(DATASET Opens)

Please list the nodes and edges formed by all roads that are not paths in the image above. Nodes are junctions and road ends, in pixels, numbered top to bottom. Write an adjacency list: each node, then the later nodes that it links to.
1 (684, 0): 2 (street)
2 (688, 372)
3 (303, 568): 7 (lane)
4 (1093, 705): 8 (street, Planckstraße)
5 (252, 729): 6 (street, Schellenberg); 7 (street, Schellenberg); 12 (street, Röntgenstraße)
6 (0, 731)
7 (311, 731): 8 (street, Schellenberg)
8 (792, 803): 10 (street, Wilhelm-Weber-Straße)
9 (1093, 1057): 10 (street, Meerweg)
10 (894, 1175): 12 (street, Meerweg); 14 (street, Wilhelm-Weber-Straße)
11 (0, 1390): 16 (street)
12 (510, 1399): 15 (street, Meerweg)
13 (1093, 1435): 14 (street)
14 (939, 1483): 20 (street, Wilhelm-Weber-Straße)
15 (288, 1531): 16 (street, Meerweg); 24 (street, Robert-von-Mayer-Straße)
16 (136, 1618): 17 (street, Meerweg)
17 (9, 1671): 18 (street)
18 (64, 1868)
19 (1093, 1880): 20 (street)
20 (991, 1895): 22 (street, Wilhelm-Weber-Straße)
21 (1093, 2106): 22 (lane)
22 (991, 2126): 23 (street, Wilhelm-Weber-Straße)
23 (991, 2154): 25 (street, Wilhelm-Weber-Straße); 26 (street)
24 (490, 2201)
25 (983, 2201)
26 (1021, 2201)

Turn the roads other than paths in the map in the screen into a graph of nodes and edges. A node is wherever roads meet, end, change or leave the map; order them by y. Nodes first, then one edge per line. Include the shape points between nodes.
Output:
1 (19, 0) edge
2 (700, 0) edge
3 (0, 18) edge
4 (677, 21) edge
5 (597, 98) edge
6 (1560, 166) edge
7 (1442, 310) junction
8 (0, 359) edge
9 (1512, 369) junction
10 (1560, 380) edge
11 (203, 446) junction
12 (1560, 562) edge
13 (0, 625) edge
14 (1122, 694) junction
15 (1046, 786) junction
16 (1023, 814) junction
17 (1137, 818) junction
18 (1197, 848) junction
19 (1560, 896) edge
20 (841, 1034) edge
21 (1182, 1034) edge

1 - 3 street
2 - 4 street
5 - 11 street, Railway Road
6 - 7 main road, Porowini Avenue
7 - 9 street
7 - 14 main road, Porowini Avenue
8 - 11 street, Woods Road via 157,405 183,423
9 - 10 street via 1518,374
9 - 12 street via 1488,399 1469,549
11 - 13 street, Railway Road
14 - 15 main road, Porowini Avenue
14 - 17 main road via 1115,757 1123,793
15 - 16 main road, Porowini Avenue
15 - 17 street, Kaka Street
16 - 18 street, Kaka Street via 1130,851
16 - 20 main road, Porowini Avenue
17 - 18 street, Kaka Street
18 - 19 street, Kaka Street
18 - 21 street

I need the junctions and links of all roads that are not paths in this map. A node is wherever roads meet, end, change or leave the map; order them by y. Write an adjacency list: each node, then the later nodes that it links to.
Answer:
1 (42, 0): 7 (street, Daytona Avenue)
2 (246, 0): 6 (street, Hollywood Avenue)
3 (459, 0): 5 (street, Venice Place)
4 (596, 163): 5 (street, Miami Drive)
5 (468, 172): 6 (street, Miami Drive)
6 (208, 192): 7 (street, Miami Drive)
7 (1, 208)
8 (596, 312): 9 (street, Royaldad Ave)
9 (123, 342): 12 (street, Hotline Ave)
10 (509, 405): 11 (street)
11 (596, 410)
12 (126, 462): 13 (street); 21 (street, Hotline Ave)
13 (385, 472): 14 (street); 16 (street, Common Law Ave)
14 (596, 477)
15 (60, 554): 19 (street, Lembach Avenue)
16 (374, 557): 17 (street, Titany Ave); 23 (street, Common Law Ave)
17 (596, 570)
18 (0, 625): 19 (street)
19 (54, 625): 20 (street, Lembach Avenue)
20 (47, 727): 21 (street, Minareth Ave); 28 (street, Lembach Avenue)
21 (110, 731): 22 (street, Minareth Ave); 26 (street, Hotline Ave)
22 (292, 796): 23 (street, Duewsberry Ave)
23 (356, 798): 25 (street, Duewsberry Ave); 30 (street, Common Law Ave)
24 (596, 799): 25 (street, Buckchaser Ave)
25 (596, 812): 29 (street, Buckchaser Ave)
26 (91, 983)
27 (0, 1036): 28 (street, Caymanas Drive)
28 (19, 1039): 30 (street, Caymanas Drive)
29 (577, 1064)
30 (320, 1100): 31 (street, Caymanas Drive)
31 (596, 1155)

(DATASET Closes)

### TASK INSTRUCTIONS:
Find the lines in the entries above where "wherever" occurs, and copy each of them.

### ANSWER SECTION:
Turn the roads other than paths in the map in the screen into a graph of nodes and edges. A node is wherever roads meet, end, change or leave the map; order them by y. Nodes first, then one edge per line. Include the shape points between nodes.
I need the junctions and links of all roads that are not paths in this map. A node is wherever roads meet, end, change or leave the map; order them by y. Write an adjacency list: each node, then the later nodes that it links to.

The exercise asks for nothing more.